Yes. The Prof Sweethearts model is not expensive. It requires someone to collect submissions — which can be done through a simple online form. It requires someone to curate and edit the stories — which your communications team already knows how to do. It requires a publication platform — which can be your existing blog, your social channels, or a free visual storytelling tool. And it requires good design sense, which doesn't require a big budget, just someone who cares about getting it right. The most expensive thing about this content is the time to do it well. But the return on that time investment — in engagement, sharing, alumni sentiment, and downstream giving — far exceeds what most universities get from the same hours spent on institutional announcements.

How Do You Get Alumni to Submit Their Stories?

You ask. Directly, clearly, and with a compelling reason to participate. Rowan promotes the call for submissions through email, social media, and their alumni network — and they sweeten the incentive with a swag bag, photoshoot, and podcast feature for selected couples. But even without those incentives, alumni are often eager to share their stories. People love talking about how they met their partner. They love telling the story of their college romance. You just have to ask, make the submission process easy, and make it clear that their story will be treated with care and respect. The biggest barrier isn't alumni willingness — it's universities not asking.

Can This Model Work Beyond Valentine's Day?

Absolutely. The principle — alumni-centered, emotionally resonant, holiday-timed content — applies across the calendar. Homecoming features about alumni returning to campus and what's changed since they graduated. Thanksgiving features about the friendships that became family. Back-to-school features about alumni reflecting on their first day of college. Veterans Day features about alumni who served. The emotional cores are everywhere. Valentine's Day and romantic love is one of the most powerful, but it's not the only one. The key is to always center the alumni, always lead with their stories and their voices, and always treat the content as a gift to your audience rather than a vehicle for institutional messaging.

How Does This Connect to Actual Fundraising Results?
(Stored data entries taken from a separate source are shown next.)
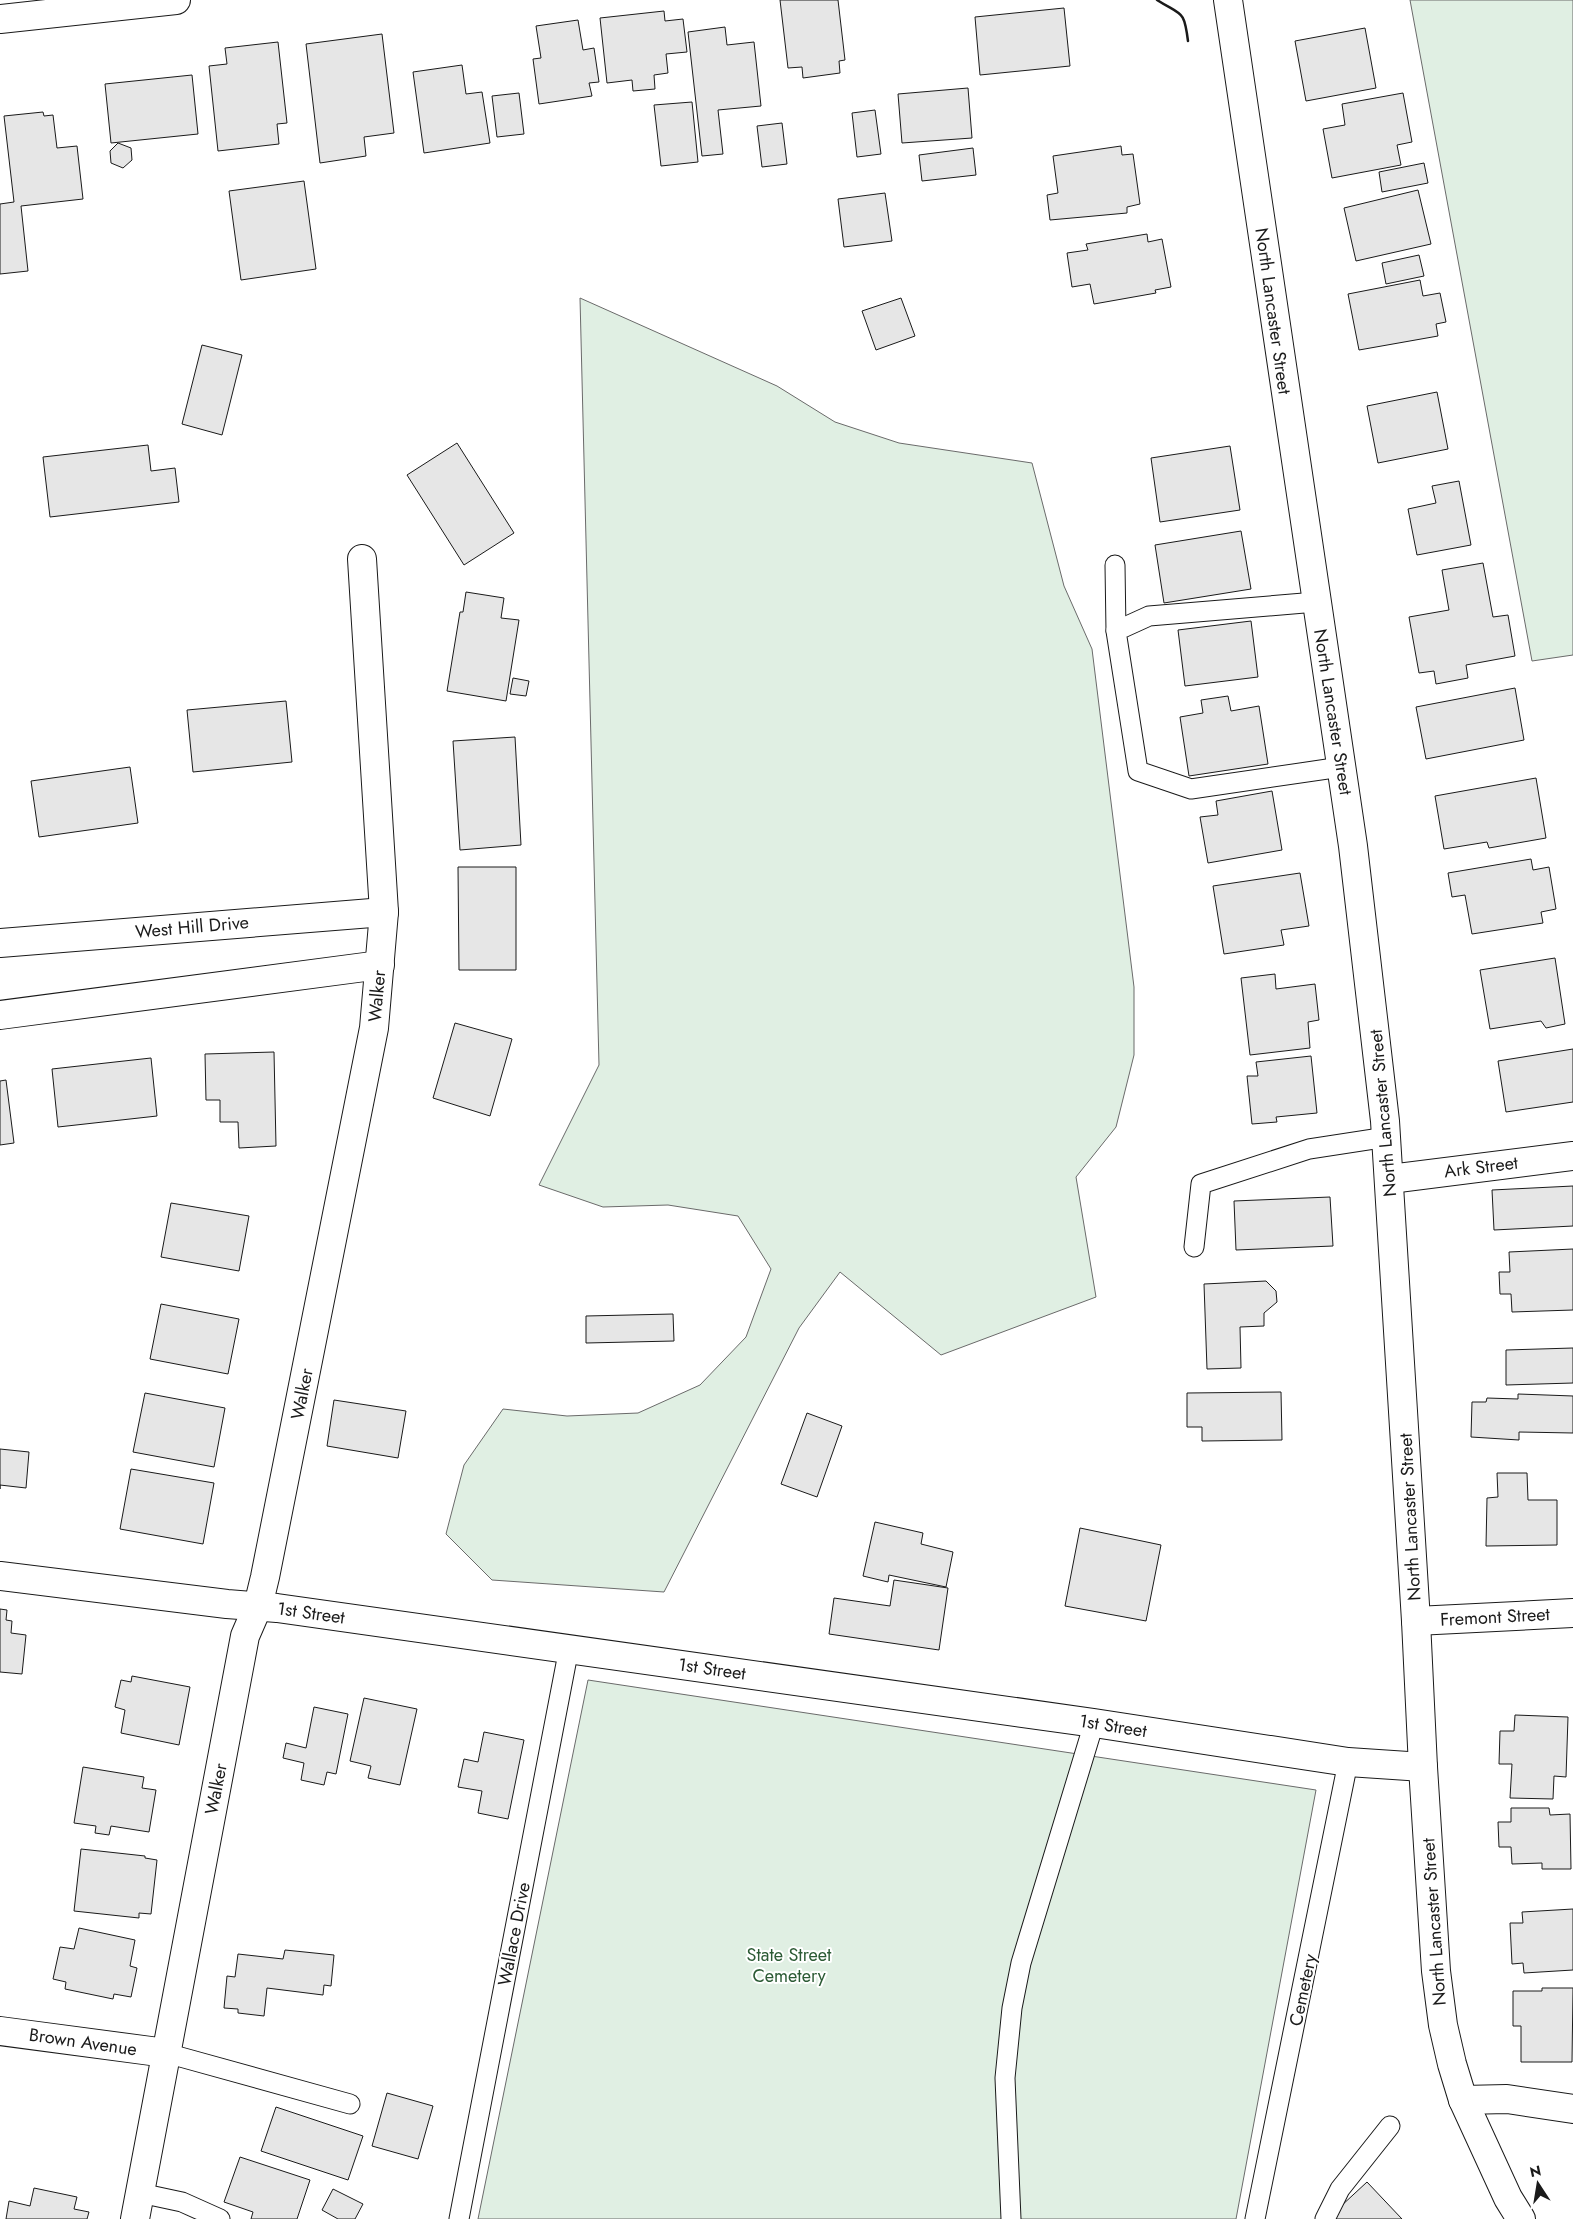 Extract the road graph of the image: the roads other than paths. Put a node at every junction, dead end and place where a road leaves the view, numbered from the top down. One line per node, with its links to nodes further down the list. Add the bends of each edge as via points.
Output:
1 (176, 0): 3 (street)
2 (1228, 0): 6 (street, North Lancaster Street)
3 (0, 19)
4 (362, 559): 9 (street, Walker)
5 (1115, 565): 7 (lane)
6 (1316, 602): 7 (lane, via 1149,616); 8 (street, North Lancaster Street)
7 (1116, 631): 8 (lane, via 1138,771 1191,789)
8 (1341, 767): 13 (street, North Lancaster Street, via 1363,922)
9 (384, 912): 10 (street, West Hill Drive); 11 (street, Walker)
10 (0, 943)
11 (380, 965): 12 (street); 18 (street, Walker, via 374,1028)
12 (0, 1015)
13 (1387, 1137): 15 (street, North Lancaster Street); 16 (lane, via 1309,1149 1201,1184)
14 (1573, 1156): 15 (street, Ark Street)
15 (1390, 1179): 20 (street, North Lancaster Street)
16 (1194, 1247)
17 (0, 1576): 18 (street, 1st Street)
18 (258, 1606): 21 (street, 1st Street); 26 (street, Walker, via 245,1636)
19 (1573, 1613): 20 (street, Fremont Street)
20 (1416, 1621): 24 (street, North Lancaster Street)
21 (569, 1648): 22 (street, 1st Street); 33 (lane, Wallace Drive)
22 (1094, 1723): 23 (street, 1st Street); 34 (lane, via 1021,1963 1012,2008 1004,2078)
23 (1348, 1762): 24 (street, 1st Street); 35 (lane, Cemetery)
24 (1423, 1767): 27 (street, North Lancaster Street, via 1439,1998)
25 (0, 2031): 26 (street, Brown Avenue)
26 (166, 2053): 28 (lane); 31 (street, Walker)
27 (1463, 2100): 29 (street, via 1507,2099); 37 (street, North Lancaster Street)
28 (350, 2104)
29 (1573, 2109)
30 (1390, 2126): 36 (lane, via 1340,2189)
31 (137, 2206): 32 (lane, via 182,2202)
32 (220, 2219)
33 (459, 2219)
34 (1011, 2219)
35 (1256, 2219)
36 (1325, 2219)
37 (1521, 2219) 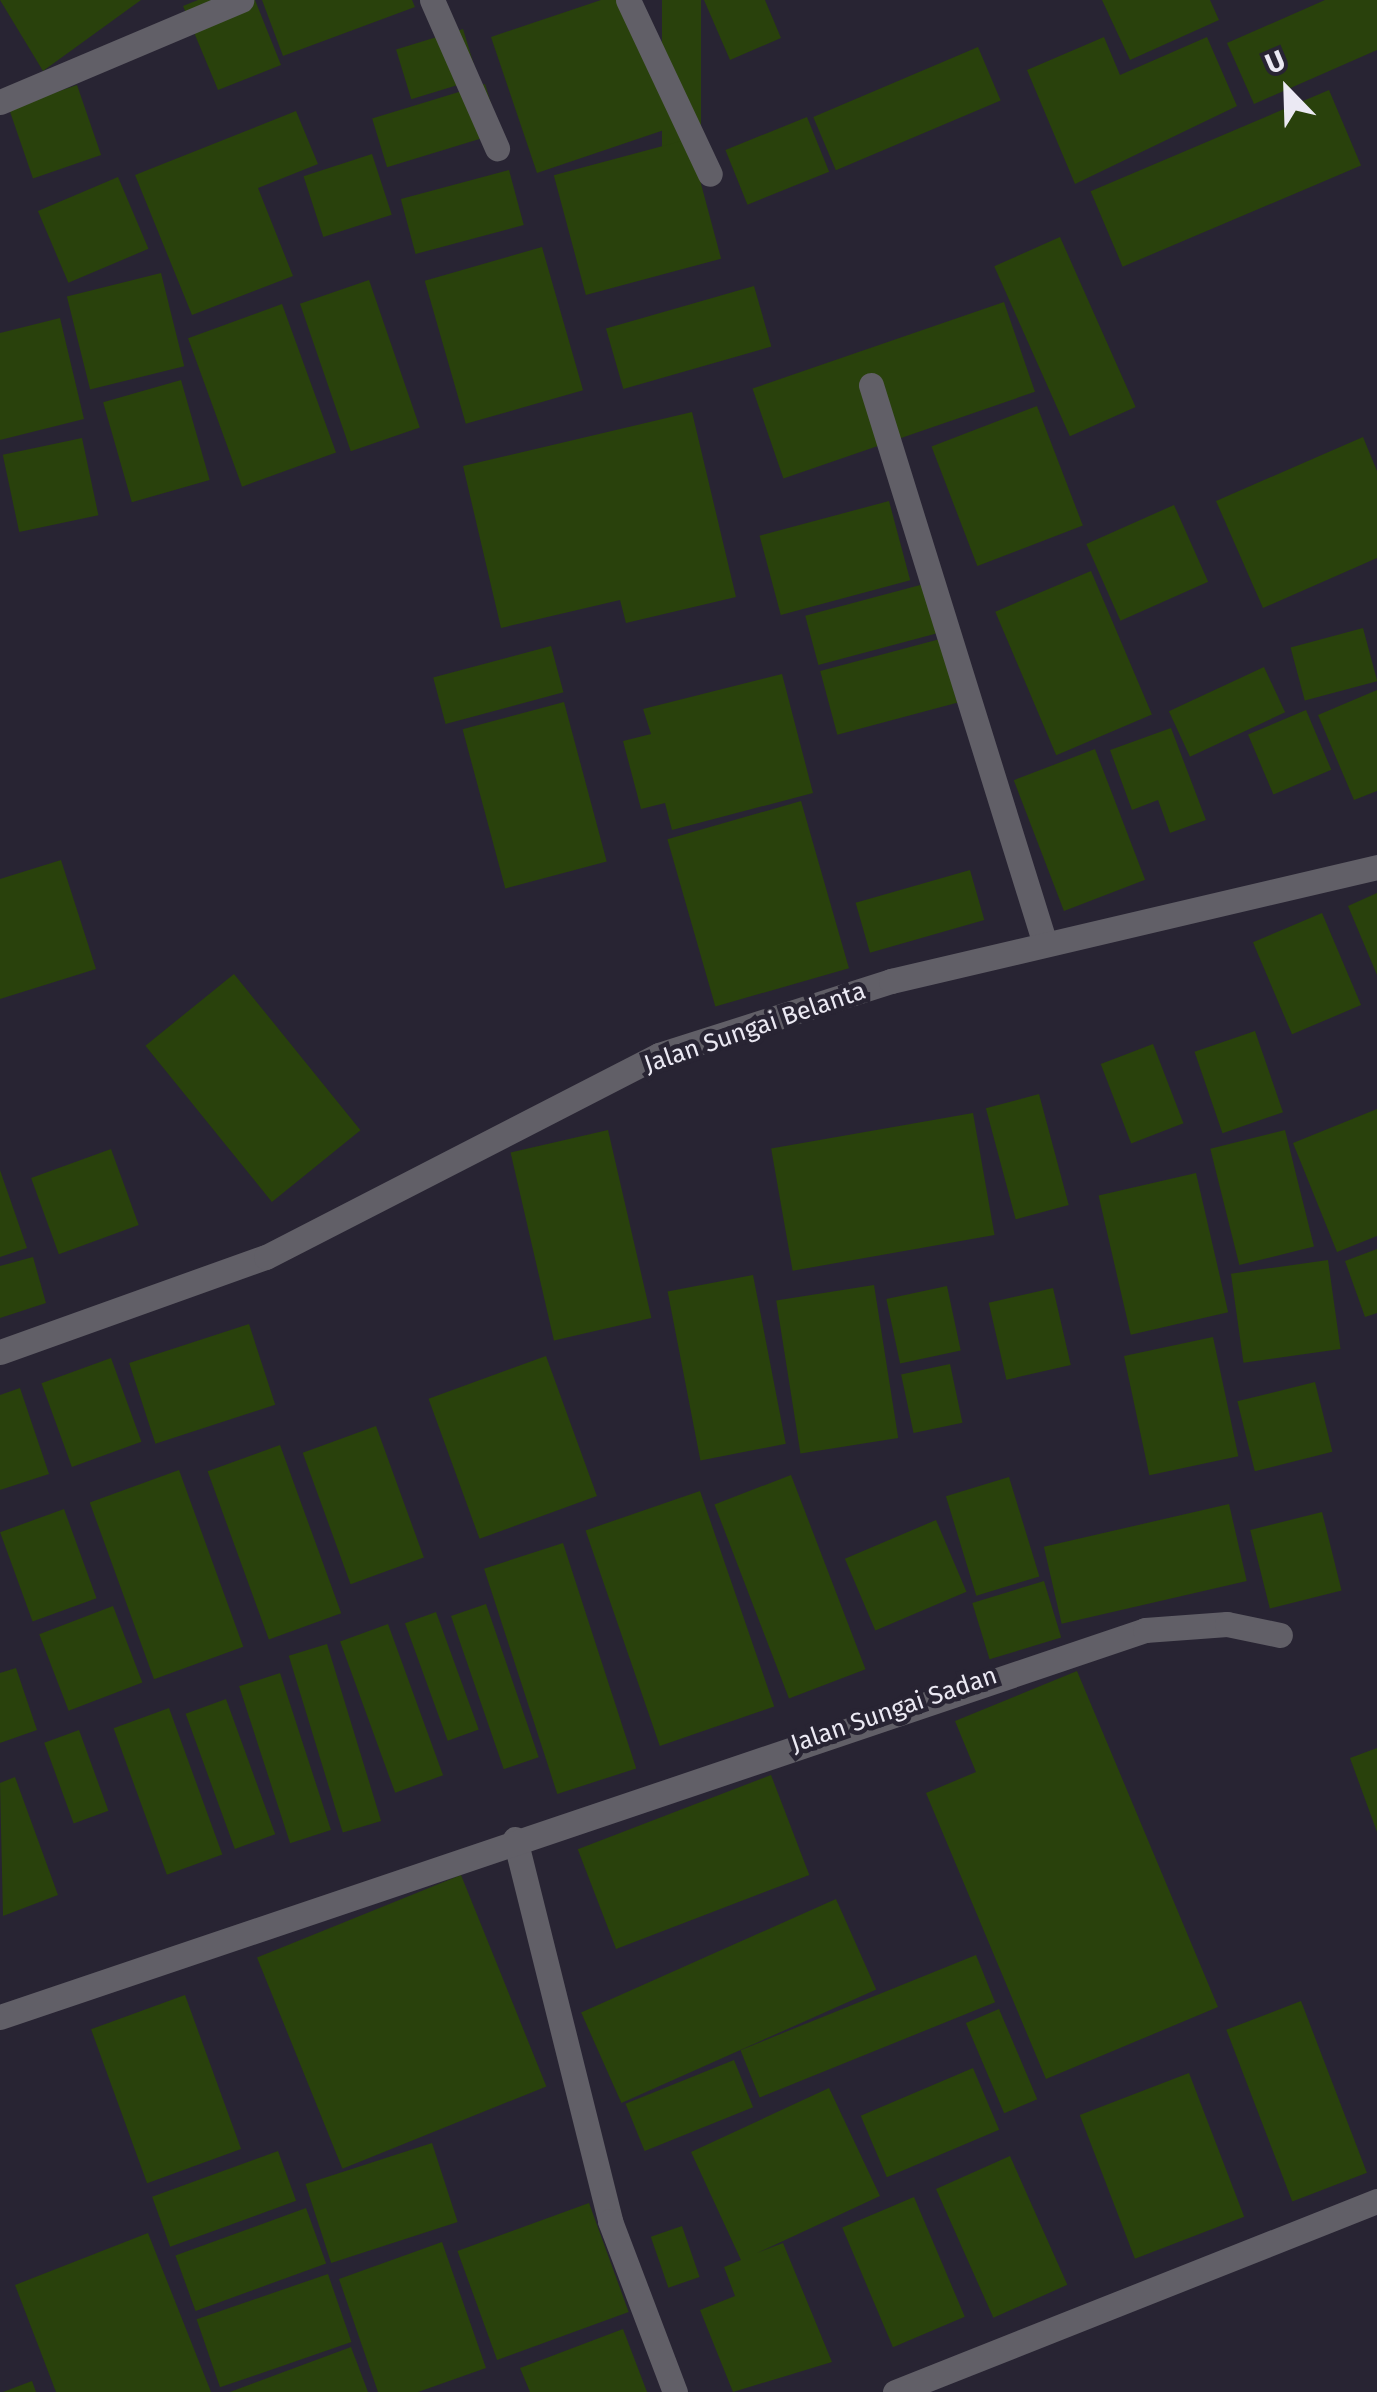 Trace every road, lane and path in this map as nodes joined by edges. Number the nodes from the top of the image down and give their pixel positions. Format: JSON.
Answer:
{"nodes":[{"id":1,"x":241,"y":0,"type":"edge"},
{"id":2,"x":432,"y":0,"type":"edge"},
{"id":3,"x":628,"y":0,"type":"edge"},
{"id":4,"x":0,"y":102,"type":"edge"},
{"id":5,"x":497,"y":148,"type":"dead end"},
{"id":6,"x":710,"y":174,"type":"dead end"},
{"id":7,"x":871,"y":386,"type":"dead end"},
{"id":8,"x":1377,"y":868,"type":"edge"},
{"id":9,"x":1044,"y":944,"type":"junction"},
{"id":10,"x":0,"y":1352,"type":"edge"},
{"id":11,"x":1280,"y":1634,"type":"dead end"},
{"id":12,"x":514,"y":1840,"type":"junction"},
{"id":13,"x":0,"y":2017,"type":"edge"},
{"id":14,"x":1377,"y":2202,"type":"edge"},
{"id":15,"x":675,"y":2392,"type":"edge"},
{"id":16,"x":895,"y":2392,"type":"edge"}],
"edges":[{"from":1,"to":4,"type":"street"},
{"from":2,"to":5,"type":"street"},
{"from":3,"to":6,"type":"street"},
{"from":7,"to":9,"type":"street"},
{"from":8,"to":9,"type":"street","name":"Jalan Sungai Belanta"},
{"from":9,"to":10,"type":"street","name":"Jalan Sungai Belanta"},
{"from":11,"to":12,"type":"street","name":"Jalan Sungai Sadan"},
{"from":12,"to":13,"type":"street","name":"Jalan Sungai Sadan"},
{"from":12,"to":15,"type":"street"},
{"from":14,"to":16,"type":"street"}]}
Indirectly but powerfully. Relationship-building content like the Prof Sweethearts feature doesn't include a donation ask and shouldn't. Its purpose is to strengthen the emotional connection between alumni and the university. That strengthened connection shows up downstream in higher engagement rates on subsequent communications, better attendance at events, more positive sentiment toward the university, and — ultimately — higher giving rates. The research on alumni giving consistently shows that emotional connection to the institution is the strongest predictor of giving behavior. Content that strengthens that connection is, therefore, the most important thing your marketing team can produce — even though it doesn't have a "give now" button attached to it.